• [What you need to do]
Give again the line that contains "Trace all roads" and every line after it to the end of the records. Keep them exactly as they are and add nothing.

• [Materials provided]

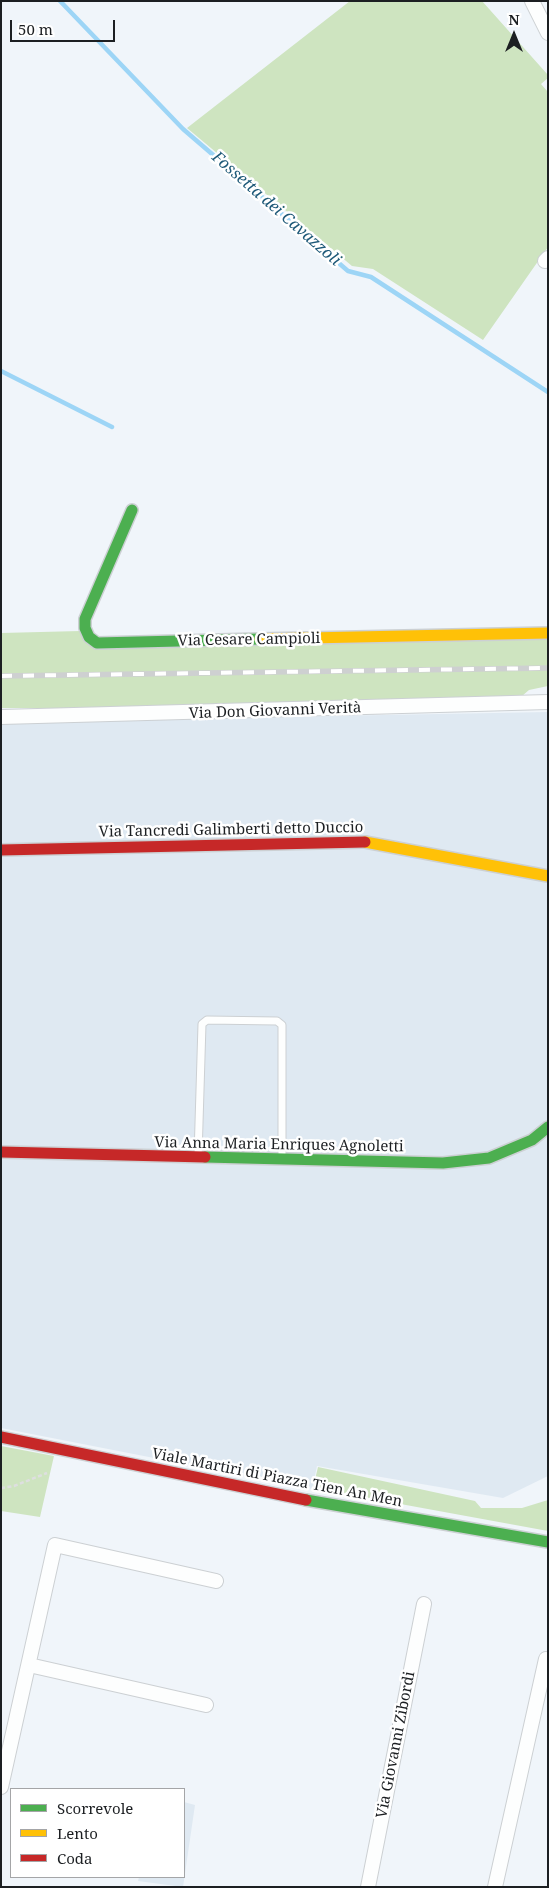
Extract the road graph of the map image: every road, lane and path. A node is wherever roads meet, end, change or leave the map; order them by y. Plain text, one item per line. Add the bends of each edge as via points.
1 (532, 1) edge
2 (548, 33) edge
3 (132, 510) dead end
4 (548, 633) edge
5 (548, 702) edge
6 (1, 717) edge
7 (1, 850) edge
8 (548, 876) edge
9 (548, 1127) edge
10 (1, 1152) edge
11 (198, 1158) junction
12 (282, 1160) junction
13 (1, 1437) edge
14 (47, 1473) dead end
15 (1, 1488) edge
16 (548, 1542) edge
17 (216, 1581) dead end
18 (424, 1604) dead end
19 (546, 1659) dead end
20 (29, 1664) junction
21 (206, 1705) dead end
22 (1, 1787) edge
23 (368, 1887) edge
24 (495, 1887) edge

1 - 2 street
3 - 4 street, Via Cesare Campioli via 85,619 89,637 97,643
5 - 6 street, Via Don Giovanni Verità
7 - 8 street, Via Tancredi Galimberti detto Duccio via 366,842
9 - 12 street, Via Anna Maria Enriques Agnoletti via 532,1140 489,1158 443,1163
10 - 11 street, Via Anna Maria Enriques Agnoletti
11 - 12 street, Via Anna Maria Enriques Agnoletti
11 - 12 lane via 202,1024 207,1020 277,1021 282,1025
13 - 16 street, Viale Martiri di Piazza Tien An Men via 288,1497
14 - 15 path
17 - 20 street via 56,1545
18 - 23 street, Via Giovanni Zibordi
19 - 24 street
20 - 21 street
20 - 22 street

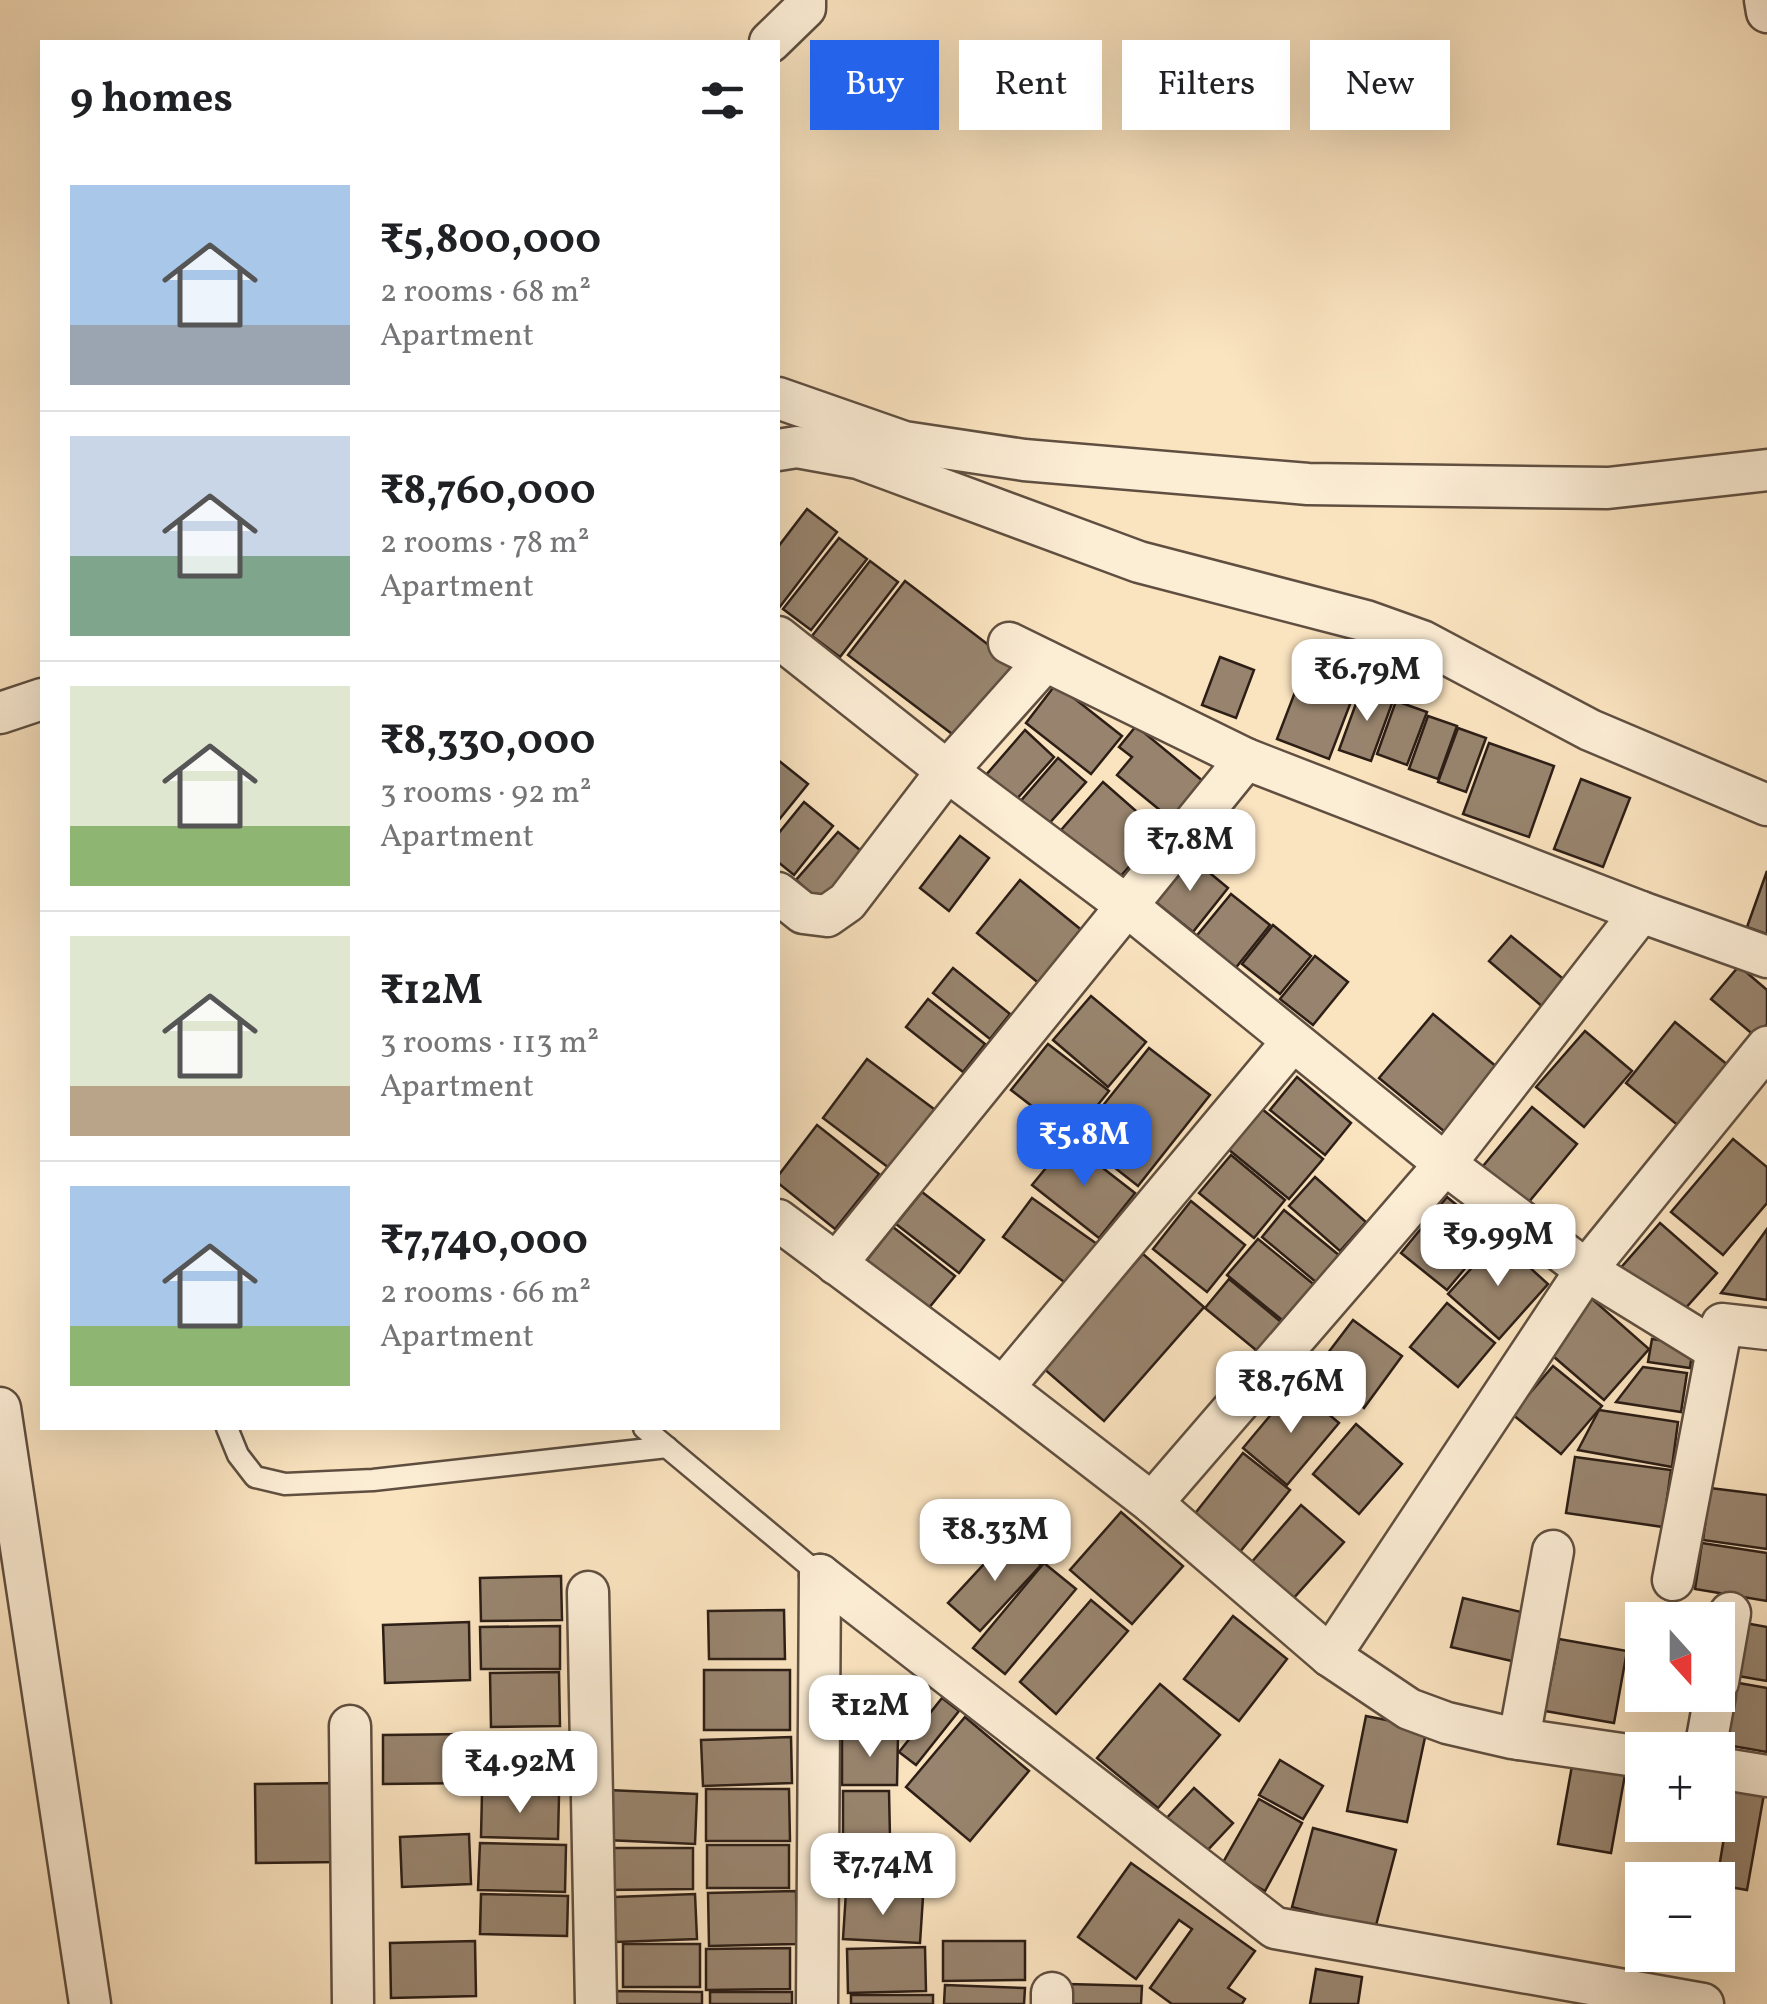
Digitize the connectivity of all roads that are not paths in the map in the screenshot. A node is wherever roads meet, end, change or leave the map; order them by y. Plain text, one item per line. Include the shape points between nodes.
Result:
1 (805, 0) edge
2 (1765, 0) edge
3 (1767, 12) edge
4 (772, 40) edge
5 (780, 399) edge
6 (780, 450) edge
7 (1767, 470) edge
8 (780, 639) edge
9 (1009, 642) dead end
10 (1046, 660) junction
11 (40, 701) edge
12 (0, 712) edge
13 (1246, 759) junction
14 (947, 770) junction
15 (1767, 804) edge
16 (780, 895) edge
17 (1128, 906) junction
18 (1641, 912) junction
19 (1767, 956) edge
20 (1292, 1042) junction
21 (1767, 1047) edge
22 (1445, 1164) junction
23 (780, 1222) edge
24 (836, 1264) junction
25 (1586, 1270) junction
26 (1767, 1330) edge
27 (1716, 1350) junction
28 (1003, 1388) junction
29 (0, 1408) edge
30 (228, 1430) edge
31 (646, 1430) edge
32 (667, 1447) junction
33 (1152, 1503) junction
34 (1553, 1551) dead end
35 (820, 1574) junction
36 (1672, 1580) dead end
37 (588, 1592) dead end
38 (1330, 1656) junction
39 (350, 1726) dead end
40 (1519, 1740) junction
41 (1625, 1754) edge
42 (1735, 1771) edge
43 (1767, 1776) edge
44 (90, 2004) edge
45 (352, 2004) edge
46 (596, 2004) edge
47 (818, 2004) edge
48 (1703, 2004) edge

1 - 4 street via 805,8
2 - 3 street
5 - 7 street via 904,442 1024,460 1308,484 1608,488
6 - 15 street via 858,458 1125,557 1422,641 1590,730
8 - 14 street
9 - 10 street
10 - 13 street
10 - 14 street
11 - 12 street
13 - 17 street
13 - 18 street
14 - 16 street via 848,902 827,916 803,913
14 - 17 street
17 - 20 street
17 - 24 street
18 - 19 street
18 - 22 street
20 - 22 street
20 - 28 street
21 - 25 street
22 - 25 street
22 - 33 street
23 - 24 street
24 - 28 street
25 - 27 street
25 - 38 street
26 - 27 street via 1722,1324
27 - 36 street
28 - 33 street
29 - 44 street
30 - 32 lane via 255,1477 285,1484
31 - 32 lane
32 - 35 lane
33 - 38 street
34 - 40 street
35 - 47 street
35 - 48 street via 1275,1928
37 - 46 street
38 - 40 street via 1409,1710
39 - 45 street
40 - 41 street
42 - 43 street

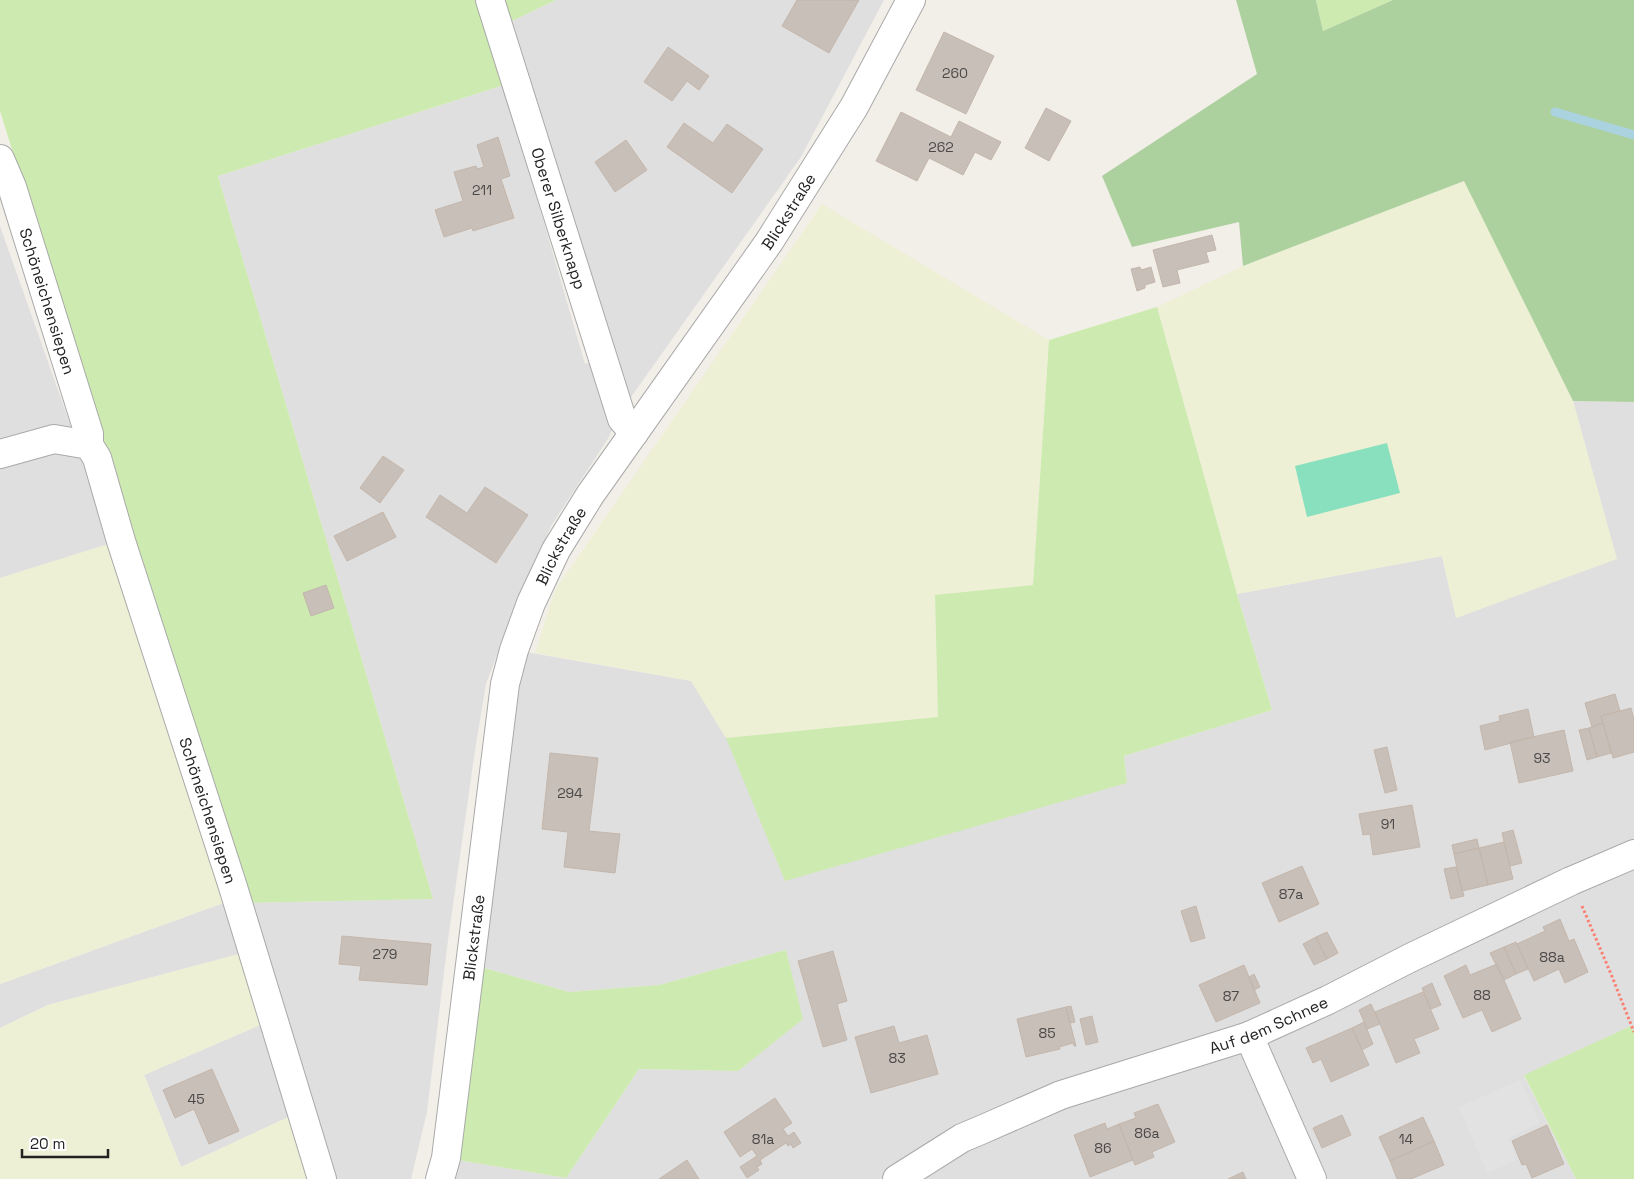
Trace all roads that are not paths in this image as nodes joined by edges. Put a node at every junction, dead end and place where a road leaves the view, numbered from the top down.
1 (490, 0) edge
2 (911, 0) edge
3 (0, 159) edge
4 (634, 434) junction
5 (89, 445) junction
6 (0, 454) edge
7 (1634, 854) edge
8 (1249, 1036) junction
9 (322, 1179) edge
10 (440, 1179) edge
11 (897, 1179) edge
12 (1312, 1179) edge

1 - 4 street, Oberer Silberknapp
2 - 4 street, Blickstraße
3 - 5 street, Schöneichensiepen
4 - 10 street, Blickstraße
5 - 6 street
5 - 9 street, Schöneichensiepen
7 - 8 street, Auf dem Schnee
8 - 11 street, Auf dem Schnee
8 - 12 street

• [The completed task]
Trace all roads that are not paths in this image as nodes joined by edges. Put a node at every junction, dead end and place where a road leaves the view, numbered from the top down.
1 (490, 0) edge
2 (911, 0) edge
3 (0, 159) edge
4 (634, 434) junction
5 (89, 445) junction
6 (0, 454) edge
7 (1634, 854) edge
8 (1249, 1036) junction
9 (322, 1179) edge
10 (440, 1179) edge
11 (897, 1179) edge
12 (1312, 1179) edge

1 - 4 street, Oberer Silberknapp
2 - 4 street, Blickstraße
3 - 5 street, Schöneichensiepen
4 - 10 street, Blickstraße
5 - 6 street
5 - 9 street, Schöneichensiepen
7 - 8 street, Auf dem Schnee
8 - 11 street, Auf dem Schnee
8 - 12 street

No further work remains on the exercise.